*** Extracted data ***
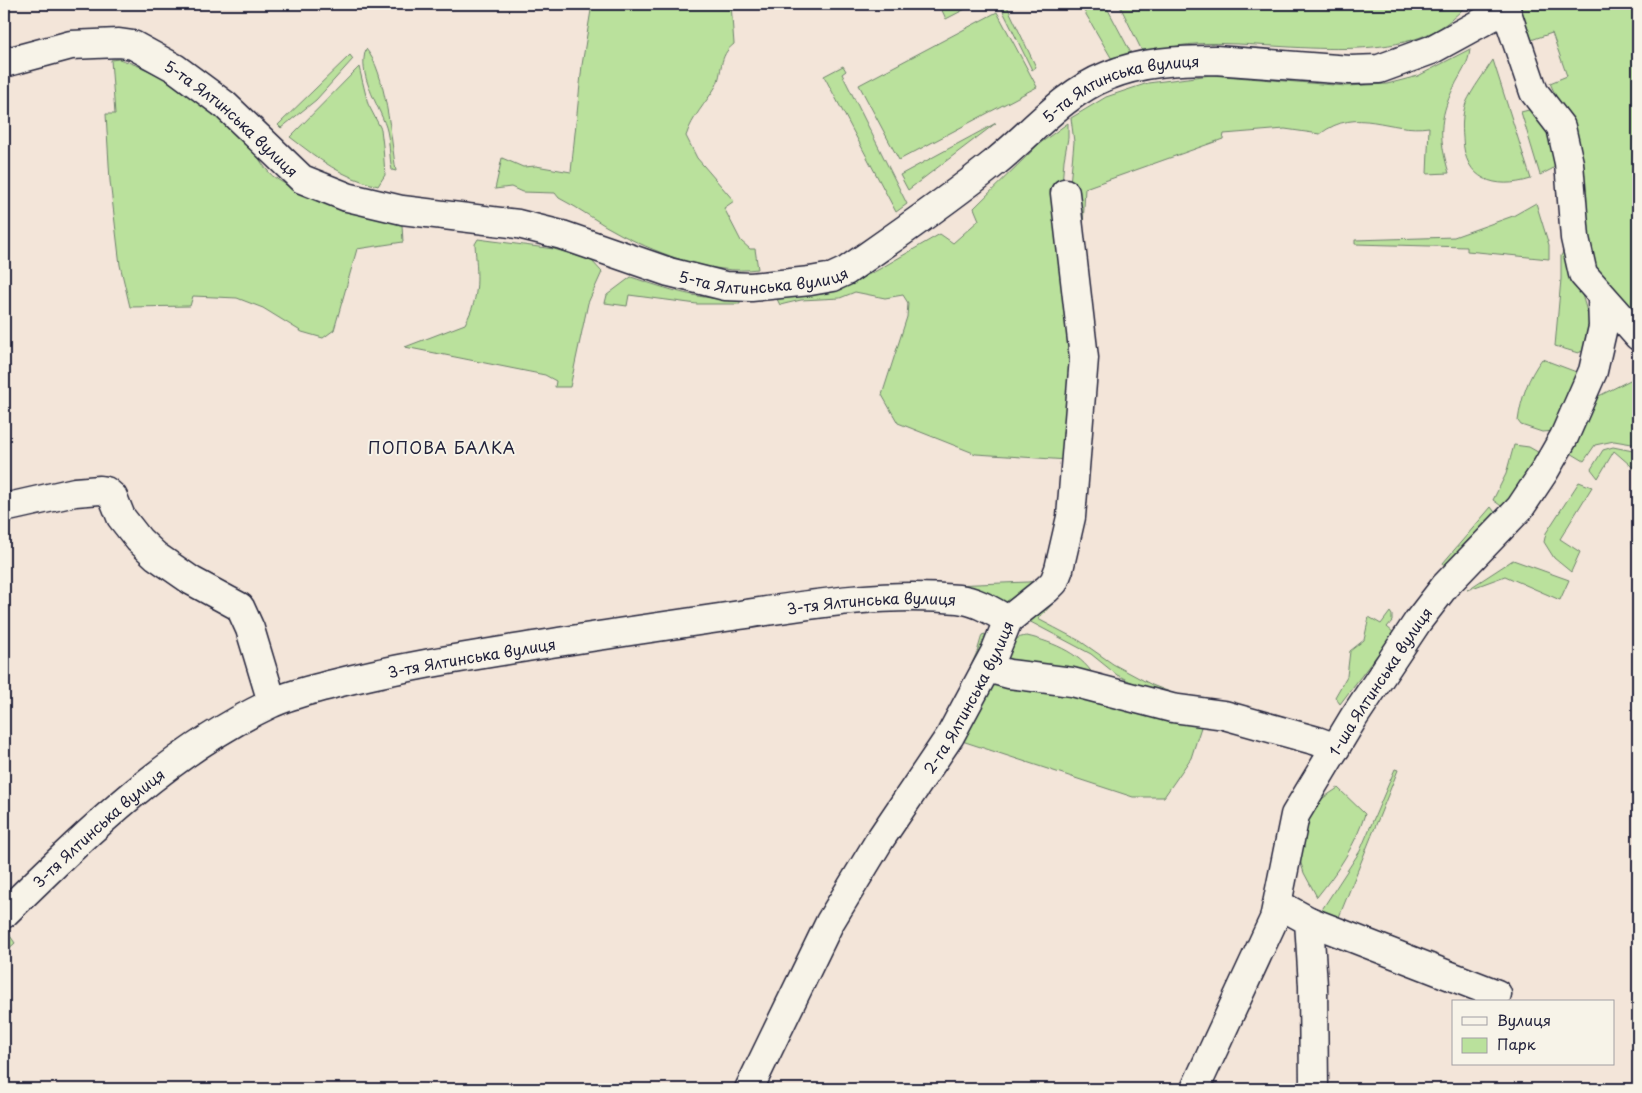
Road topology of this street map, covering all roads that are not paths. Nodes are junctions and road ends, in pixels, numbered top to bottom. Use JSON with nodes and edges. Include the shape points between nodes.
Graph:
{"nodes":[{"id":1,"x":1505,"y":6,"type":"edge"},
{"id":2,"x":4,"y":63,"type":"edge"},
{"id":3,"x":1065,"y":193,"type":"dead end"},
{"id":4,"x":1602,"y":298,"type":"junction"},
{"id":5,"x":1638,"y":336,"type":"edge"},
{"id":6,"x":4,"y":508,"type":"edge"},
{"id":7,"x":1008,"y":620,"type":"junction"},
{"id":8,"x":987,"y":668,"type":"junction"},
{"id":9,"x":272,"y":702,"type":"junction"},
{"id":10,"x":1336,"y":748,"type":"junction"},
{"id":11,"x":1278,"y":904,"type":"junction"},
{"id":12,"x":4,"y":914,"type":"edge"},
{"id":13,"x":1309,"y":921,"type":"junction"},
{"id":14,"x":1497,"y":994,"type":"dead end"},
{"id":15,"x":749,"y":1089,"type":"edge"},
{"id":16,"x":1195,"y":1089,"type":"edge"},
{"id":17,"x":1314,"y":1089,"type":"edge"}],
"edges":[{"from":1,"to":2,"type":"street","name":"5-та Ялтинська вулиця","via":[[1431,50],[1379,69],[1193,60],[1139,67],[1109,75],[1078,92],[994,164],[846,271],[810,281],[751,288],[725,286],[669,272],[562,235],[518,224],[402,210],[338,193],[302,179],[224,105],[176,68],[133,45],[71,45]]},
{"from":1,"to":4,"type":"street","via":[[1534,92],[1561,127],[1569,162],[1575,238],[1583,274]]},
{"from":3,"to":7,"type":"street","name":"2-га Ялтинська вулиця","via":[[1084,358],[1071,517],[1066,546],[1054,582]]},
{"from":4,"to":5,"type":"street"},
{"from":4,"to":10,"type":"street","name":"1-ша Ялтинська вулиця","via":[[1603,327],[1593,371],[1564,437],[1544,472],[1520,508],[1445,586],[1418,621]]},
{"from":6,"to":9,"type":"street","via":[[75,492],[106,491],[113,497],[121,517],[145,545],[192,581],[240,607]]},
{"from":7,"to":8,"type":"street","name":"2-га Ялтинська вулиця"},
{"from":7,"to":9,"type":"street","name":"3-тя Ялтинська вулиця","via":[[976,602],[957,599],[900,598],[817,603],[398,669]]},
{"from":8,"to":10,"type":"street","via":[[1072,682],[1172,708],[1224,715]]},
{"from":8,"to":15,"type":"street","name":"2-га Ялтинська вулиця","via":[[950,736],[881,838],[830,922]]},
{"from":9,"to":12,"type":"street","name":"3-тя Ялтинська вулиця","via":[[202,742],[160,772],[88,834]]},
{"from":10,"to":11,"type":"street","name":"1-ша Ялтинська вулиця","via":[[1292,822]]},
{"from":11,"to":13,"type":"street"},
{"from":11,"to":16,"type":"street","name":"1-ша Ялтинська вулиця","via":[[1268,935]]},
{"from":13,"to":14,"type":"street"},
{"from":13,"to":17,"type":"street"}]}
*** End of Extracted data ***
* [What is required] If the string "nodes" is in a line of the entries, pick that line out.

* [Written answer]
Road topology of this street map, covering all roads that are not paths. Nodes are junctions and road ends, in pixels, numbered top to bottom. Use JSON with nodes and edges. Include the shape points between nodes.
{"nodes":[{"id":1,"x":1505,"y":6,"type":"edge"},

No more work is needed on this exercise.